This morning I walked through my City of Sydney, drinking in the sights with these eyes for the last time before heading off for a month long adventure. In nine years, this will be the longest I have left this city and I am sitting here somewhere between being nervous and excited. It is a bit like going on a first date with someone who you’ve had your eye on for a while and you know it’s going to be a game changer. I am leaving my home, my cat, my students and my community but this is the next chapter of a story that started a long time ago. Finally, after three years of dreaming of it, I am hopping on a plane to undertake a 200 Hour Prana Flow Teacher Training with Shiva Rea in Greece.

It feels like I am standing here on the edge of change – ready to let go of what was, honouring what is and completely open to what will happen.

My first 200 Hour Teacher Training was done locally, with BodyMindLife in 2012. It was no doubt a life altering experience. So much changed for me during this time including a shedding of a long-term relationship and a huge change in career. I’m glad I had opted to do it part time to allow me the chance for slow integration into all aspects of my life. This time however, I am taking the plunge. I am immersing myself completely in the experience, limiting my contact to the outer world to a minimum.

Every time I go deeper into this path something of what I was, is stripped away so that I can become more of what I was meant to be both as a person and as a teacher.
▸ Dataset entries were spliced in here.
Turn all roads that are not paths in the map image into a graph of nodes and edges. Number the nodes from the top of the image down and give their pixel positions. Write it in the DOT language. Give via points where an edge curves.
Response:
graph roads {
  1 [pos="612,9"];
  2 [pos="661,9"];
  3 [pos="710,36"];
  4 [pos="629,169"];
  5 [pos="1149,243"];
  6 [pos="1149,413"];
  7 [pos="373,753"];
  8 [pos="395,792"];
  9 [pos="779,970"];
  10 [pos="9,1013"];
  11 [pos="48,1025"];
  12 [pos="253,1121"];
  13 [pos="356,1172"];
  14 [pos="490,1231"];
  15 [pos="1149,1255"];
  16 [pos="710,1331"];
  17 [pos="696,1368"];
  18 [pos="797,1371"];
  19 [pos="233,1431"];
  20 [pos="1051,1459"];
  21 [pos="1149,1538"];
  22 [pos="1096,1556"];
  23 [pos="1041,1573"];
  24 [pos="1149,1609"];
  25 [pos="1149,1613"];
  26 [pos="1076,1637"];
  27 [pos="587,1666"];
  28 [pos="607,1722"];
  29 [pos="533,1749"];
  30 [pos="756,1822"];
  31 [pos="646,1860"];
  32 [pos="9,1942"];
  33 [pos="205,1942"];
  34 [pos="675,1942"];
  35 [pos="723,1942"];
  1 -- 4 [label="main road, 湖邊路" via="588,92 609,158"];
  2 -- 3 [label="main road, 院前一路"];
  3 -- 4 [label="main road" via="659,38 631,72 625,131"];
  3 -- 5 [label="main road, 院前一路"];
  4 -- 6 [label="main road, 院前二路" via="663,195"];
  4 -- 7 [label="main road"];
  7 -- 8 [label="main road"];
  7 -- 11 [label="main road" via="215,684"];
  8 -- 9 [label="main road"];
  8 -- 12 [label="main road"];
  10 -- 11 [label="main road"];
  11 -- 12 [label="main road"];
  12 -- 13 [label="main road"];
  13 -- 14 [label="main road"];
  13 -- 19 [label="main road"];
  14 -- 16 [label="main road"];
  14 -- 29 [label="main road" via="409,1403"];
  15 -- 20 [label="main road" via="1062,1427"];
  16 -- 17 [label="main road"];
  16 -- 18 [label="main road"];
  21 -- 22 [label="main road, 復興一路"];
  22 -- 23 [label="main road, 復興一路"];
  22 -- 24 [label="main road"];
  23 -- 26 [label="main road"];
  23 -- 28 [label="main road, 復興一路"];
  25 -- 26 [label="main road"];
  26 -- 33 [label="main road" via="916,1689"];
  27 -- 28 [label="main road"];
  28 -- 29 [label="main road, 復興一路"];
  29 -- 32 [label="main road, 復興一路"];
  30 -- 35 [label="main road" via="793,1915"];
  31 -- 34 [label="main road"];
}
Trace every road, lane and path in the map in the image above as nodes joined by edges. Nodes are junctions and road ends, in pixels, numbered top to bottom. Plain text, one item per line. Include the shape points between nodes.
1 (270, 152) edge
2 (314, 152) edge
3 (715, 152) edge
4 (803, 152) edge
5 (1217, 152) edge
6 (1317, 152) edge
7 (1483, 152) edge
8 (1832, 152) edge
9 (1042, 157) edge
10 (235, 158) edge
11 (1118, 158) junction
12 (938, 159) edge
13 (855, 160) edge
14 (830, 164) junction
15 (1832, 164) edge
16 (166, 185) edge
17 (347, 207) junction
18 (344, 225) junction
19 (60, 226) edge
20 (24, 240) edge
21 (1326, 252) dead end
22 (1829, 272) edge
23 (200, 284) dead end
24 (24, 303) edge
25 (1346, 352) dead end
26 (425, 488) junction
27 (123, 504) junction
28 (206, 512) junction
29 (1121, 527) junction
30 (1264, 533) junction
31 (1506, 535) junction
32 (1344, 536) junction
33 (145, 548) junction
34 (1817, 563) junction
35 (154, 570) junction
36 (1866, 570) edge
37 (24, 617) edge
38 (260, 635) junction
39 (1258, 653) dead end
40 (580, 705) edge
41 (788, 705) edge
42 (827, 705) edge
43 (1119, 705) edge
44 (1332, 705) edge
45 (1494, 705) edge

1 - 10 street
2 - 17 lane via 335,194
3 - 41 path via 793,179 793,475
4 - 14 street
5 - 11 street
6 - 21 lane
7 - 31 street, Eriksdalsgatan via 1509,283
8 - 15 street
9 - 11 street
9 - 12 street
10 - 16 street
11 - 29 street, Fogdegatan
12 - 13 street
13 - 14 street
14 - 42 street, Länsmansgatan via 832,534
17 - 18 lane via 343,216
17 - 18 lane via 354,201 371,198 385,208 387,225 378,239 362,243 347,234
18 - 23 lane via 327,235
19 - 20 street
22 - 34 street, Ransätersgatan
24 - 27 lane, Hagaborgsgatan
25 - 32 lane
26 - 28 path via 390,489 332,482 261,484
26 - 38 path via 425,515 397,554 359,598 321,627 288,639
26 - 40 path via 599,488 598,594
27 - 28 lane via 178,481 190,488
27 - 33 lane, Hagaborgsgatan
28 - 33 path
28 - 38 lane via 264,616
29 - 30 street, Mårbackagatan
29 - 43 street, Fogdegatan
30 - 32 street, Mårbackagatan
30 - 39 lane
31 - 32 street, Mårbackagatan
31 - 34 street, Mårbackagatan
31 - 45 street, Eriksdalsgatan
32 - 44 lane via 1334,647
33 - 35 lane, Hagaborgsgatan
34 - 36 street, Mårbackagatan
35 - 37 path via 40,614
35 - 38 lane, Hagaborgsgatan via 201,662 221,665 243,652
These events are magical even though they might not always be easy. They have a way of releasing an old way of being, a way of thinking that no longer serves us and sometimes even old relationships. Leading into this, I have been very careful not to make big commitments as I know that these are very personal journeys and it would not be fair to make a promise that I am not sure I will be able to keep.

There is so much to experience and so much to learn within yoga and we are lucky to be in Australia at this time as the tribe is continuously growing. We have had an influx of great international teachers including Ana Forrest, Maty Ezraty and Bryan Kest, each bringing with them a wealth of knowledge that has fed my own practice and my teaching.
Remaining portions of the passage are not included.